> **Extracted entries**
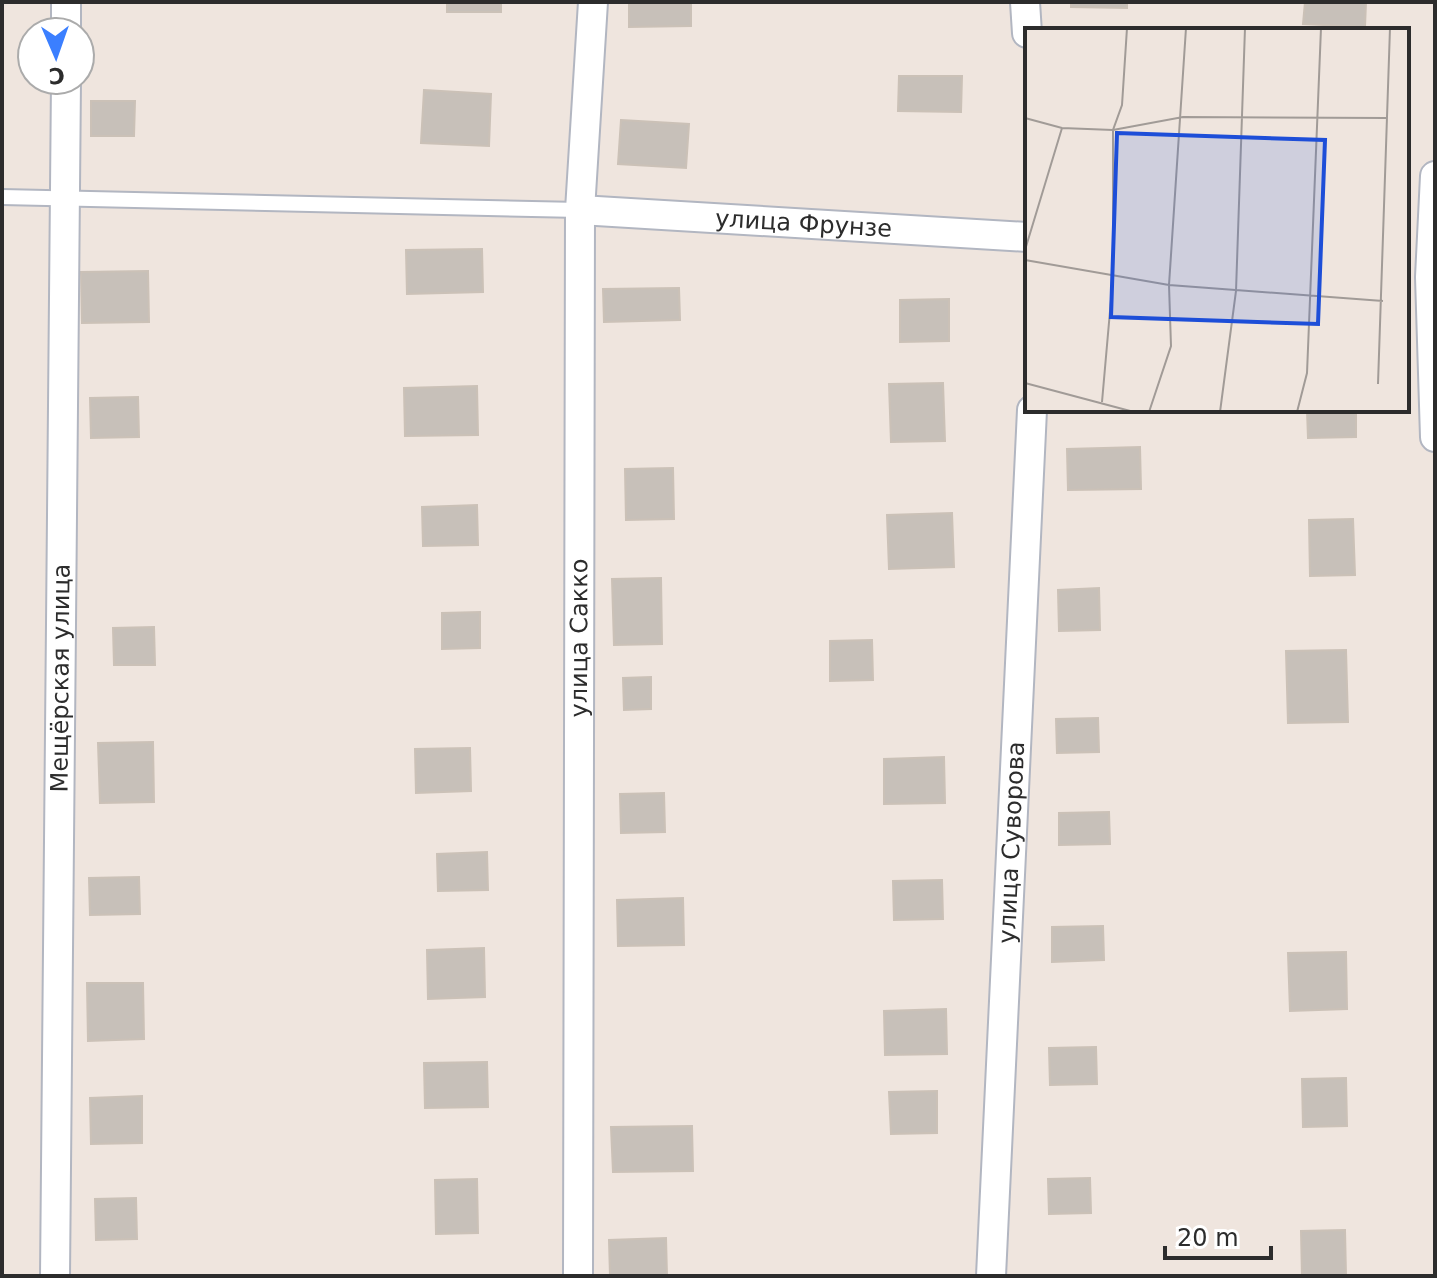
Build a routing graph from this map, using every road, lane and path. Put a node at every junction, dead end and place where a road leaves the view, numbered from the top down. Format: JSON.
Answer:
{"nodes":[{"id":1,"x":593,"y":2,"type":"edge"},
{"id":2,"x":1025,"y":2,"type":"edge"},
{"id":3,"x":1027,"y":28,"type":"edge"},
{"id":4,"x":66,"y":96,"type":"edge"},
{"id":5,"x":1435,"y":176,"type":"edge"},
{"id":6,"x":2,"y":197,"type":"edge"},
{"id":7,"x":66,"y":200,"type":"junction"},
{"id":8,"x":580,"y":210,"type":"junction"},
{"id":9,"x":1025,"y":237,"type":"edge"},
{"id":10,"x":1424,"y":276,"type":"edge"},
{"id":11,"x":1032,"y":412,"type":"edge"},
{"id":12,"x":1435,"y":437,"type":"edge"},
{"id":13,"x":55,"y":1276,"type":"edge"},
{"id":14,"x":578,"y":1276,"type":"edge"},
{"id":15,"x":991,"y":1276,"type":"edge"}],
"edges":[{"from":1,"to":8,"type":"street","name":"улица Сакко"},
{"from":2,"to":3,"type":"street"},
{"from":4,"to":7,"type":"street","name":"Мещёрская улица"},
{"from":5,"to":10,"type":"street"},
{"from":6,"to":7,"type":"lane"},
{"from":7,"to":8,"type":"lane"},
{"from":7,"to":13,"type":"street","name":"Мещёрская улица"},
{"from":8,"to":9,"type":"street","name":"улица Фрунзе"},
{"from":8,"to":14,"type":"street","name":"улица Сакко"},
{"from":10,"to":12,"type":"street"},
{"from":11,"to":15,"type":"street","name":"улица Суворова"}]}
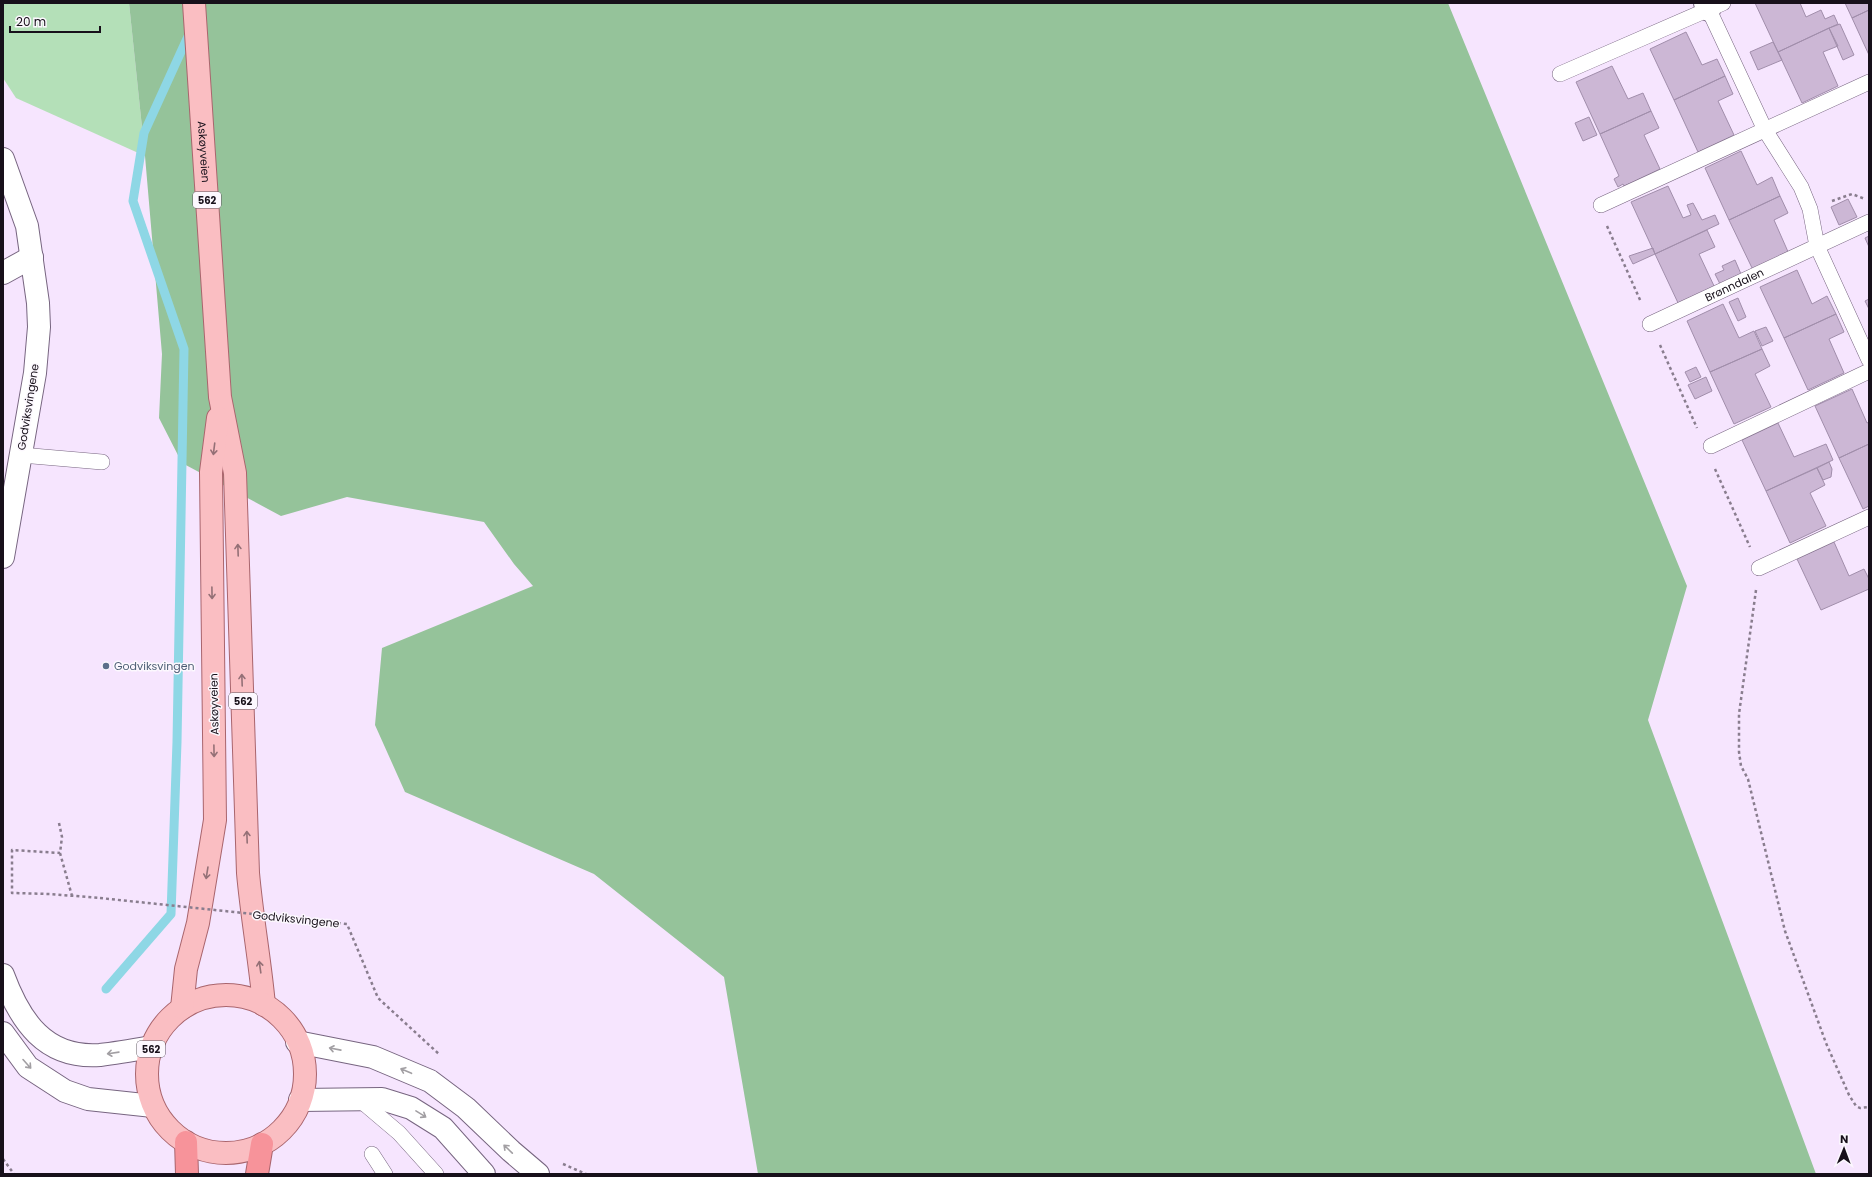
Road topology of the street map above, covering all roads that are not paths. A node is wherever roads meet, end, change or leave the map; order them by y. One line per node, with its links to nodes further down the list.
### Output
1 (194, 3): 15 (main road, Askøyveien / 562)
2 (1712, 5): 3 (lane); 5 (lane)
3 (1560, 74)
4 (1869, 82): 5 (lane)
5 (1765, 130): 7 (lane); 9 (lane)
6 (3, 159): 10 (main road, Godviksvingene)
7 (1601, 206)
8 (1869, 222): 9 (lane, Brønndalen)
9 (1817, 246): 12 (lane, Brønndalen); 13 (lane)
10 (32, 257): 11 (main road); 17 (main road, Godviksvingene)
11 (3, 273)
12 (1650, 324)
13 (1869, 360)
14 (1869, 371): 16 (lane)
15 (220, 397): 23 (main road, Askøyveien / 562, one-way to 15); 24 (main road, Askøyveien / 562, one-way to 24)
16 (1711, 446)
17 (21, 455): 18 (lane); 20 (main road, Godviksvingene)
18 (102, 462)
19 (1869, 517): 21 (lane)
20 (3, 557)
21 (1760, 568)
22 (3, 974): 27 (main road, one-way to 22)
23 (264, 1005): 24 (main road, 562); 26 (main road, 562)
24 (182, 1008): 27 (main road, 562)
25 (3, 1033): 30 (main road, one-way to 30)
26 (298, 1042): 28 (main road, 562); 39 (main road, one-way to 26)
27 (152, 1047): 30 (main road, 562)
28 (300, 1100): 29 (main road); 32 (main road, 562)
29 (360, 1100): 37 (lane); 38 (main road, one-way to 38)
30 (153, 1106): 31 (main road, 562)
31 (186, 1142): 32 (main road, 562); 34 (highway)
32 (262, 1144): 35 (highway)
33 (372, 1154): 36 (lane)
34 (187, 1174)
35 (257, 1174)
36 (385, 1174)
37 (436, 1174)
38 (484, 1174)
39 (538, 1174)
* * *
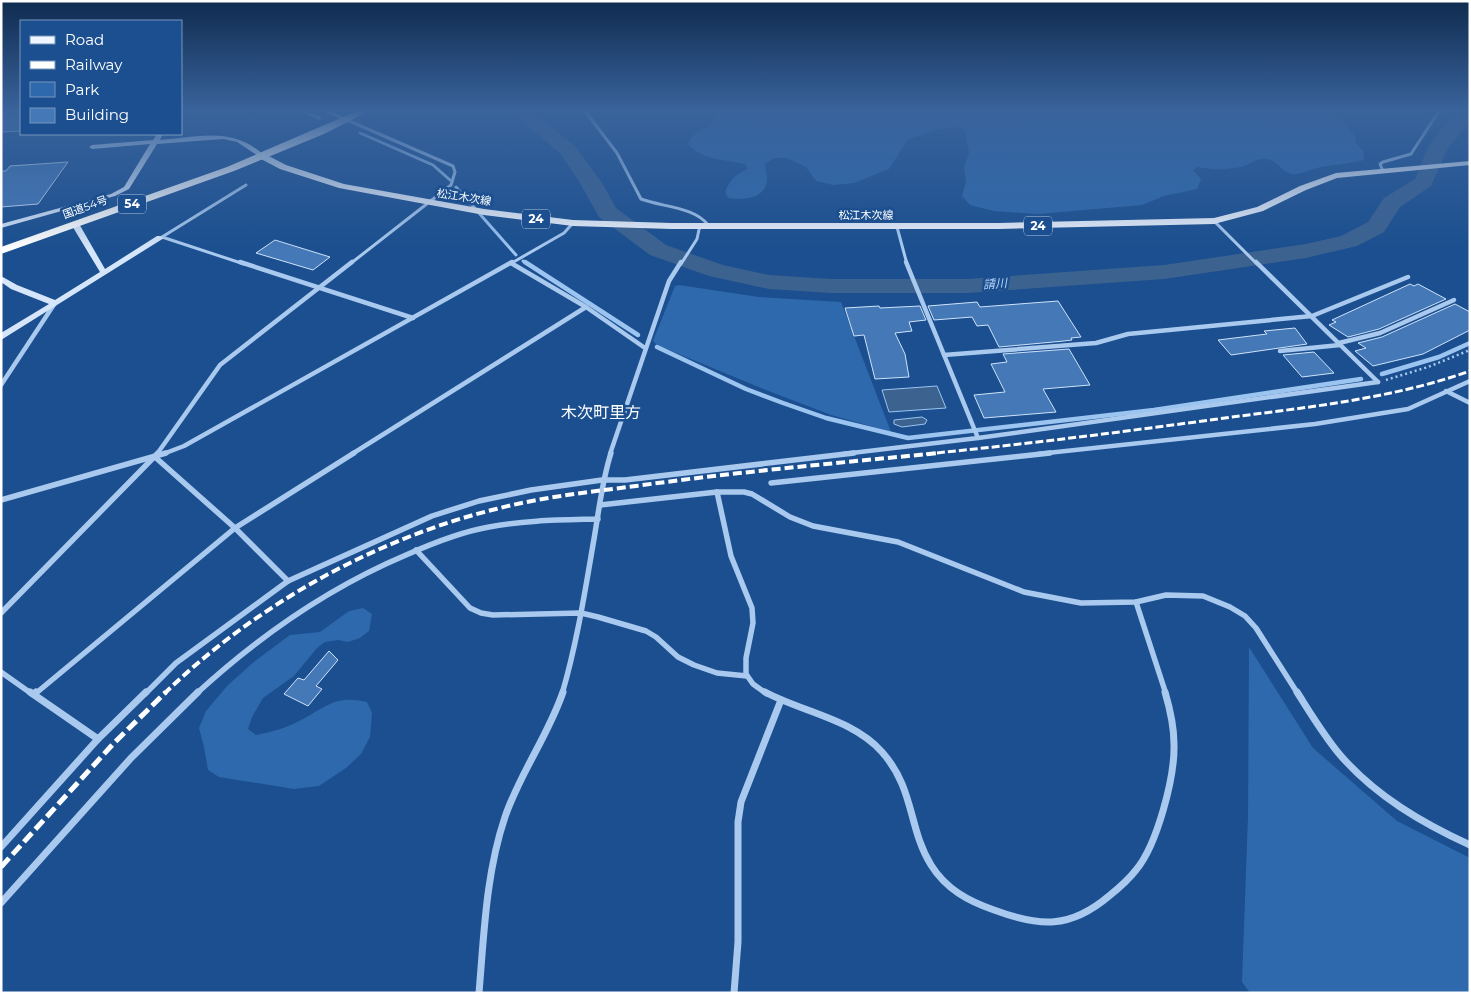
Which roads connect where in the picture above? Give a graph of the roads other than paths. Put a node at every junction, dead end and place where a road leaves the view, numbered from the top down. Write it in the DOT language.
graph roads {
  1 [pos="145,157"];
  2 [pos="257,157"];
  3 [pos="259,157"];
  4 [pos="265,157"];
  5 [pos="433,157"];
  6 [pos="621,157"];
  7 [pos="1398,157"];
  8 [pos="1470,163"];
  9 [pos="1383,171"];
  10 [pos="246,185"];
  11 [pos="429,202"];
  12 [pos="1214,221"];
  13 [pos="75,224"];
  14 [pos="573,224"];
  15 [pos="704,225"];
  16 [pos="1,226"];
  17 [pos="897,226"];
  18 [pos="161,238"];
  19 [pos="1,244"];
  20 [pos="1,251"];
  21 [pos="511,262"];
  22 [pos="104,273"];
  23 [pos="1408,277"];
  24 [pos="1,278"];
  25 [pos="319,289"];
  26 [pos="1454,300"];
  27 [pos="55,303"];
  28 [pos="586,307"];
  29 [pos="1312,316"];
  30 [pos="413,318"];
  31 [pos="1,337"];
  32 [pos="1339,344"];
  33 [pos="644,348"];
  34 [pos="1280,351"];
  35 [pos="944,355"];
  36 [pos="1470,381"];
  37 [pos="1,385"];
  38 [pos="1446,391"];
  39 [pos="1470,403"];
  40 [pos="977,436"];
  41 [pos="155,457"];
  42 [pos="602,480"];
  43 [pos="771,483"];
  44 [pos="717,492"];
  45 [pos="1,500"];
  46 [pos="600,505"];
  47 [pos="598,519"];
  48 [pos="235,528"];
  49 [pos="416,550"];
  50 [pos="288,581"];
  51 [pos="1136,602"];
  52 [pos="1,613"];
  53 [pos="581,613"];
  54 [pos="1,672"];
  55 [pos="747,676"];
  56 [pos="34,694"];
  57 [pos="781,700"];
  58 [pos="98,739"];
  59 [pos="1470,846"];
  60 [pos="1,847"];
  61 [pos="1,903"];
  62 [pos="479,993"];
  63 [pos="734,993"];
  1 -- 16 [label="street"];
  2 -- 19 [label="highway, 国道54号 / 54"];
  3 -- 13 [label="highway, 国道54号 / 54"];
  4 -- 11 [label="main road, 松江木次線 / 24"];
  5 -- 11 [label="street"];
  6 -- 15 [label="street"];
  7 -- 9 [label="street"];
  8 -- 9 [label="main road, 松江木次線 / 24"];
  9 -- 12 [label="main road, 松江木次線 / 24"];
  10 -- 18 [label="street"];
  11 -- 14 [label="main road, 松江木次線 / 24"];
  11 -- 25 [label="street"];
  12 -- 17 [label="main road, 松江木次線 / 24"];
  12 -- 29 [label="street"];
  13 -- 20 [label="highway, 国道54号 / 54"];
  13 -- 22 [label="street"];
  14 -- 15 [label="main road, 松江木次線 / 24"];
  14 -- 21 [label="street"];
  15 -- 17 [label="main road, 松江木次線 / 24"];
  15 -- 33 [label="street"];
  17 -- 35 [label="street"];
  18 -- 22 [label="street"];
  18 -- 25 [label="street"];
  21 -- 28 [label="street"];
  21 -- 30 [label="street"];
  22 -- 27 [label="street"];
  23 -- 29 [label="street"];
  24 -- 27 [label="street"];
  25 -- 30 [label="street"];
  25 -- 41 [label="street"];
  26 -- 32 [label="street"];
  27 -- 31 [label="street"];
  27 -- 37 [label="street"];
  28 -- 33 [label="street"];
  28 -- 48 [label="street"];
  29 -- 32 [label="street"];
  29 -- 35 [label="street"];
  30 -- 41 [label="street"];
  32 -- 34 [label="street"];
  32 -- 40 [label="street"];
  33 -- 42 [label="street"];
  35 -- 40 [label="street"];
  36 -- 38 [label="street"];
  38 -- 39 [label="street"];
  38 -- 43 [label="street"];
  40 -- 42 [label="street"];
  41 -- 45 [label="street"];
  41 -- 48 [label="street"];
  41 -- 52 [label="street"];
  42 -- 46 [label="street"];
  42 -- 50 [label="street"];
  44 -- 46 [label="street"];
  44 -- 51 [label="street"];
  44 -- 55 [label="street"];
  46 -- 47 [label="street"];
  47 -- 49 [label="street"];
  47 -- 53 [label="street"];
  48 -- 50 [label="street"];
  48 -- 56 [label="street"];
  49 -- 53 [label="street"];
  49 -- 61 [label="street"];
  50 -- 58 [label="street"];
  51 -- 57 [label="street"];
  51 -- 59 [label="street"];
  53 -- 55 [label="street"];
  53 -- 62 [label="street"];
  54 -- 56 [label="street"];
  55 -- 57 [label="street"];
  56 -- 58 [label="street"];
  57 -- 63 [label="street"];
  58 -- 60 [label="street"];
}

> **Task to complete**
What is the number of lines in this listing that contain the word "nodes"? Answer with that number and nothing else.

> **Expected answer**
2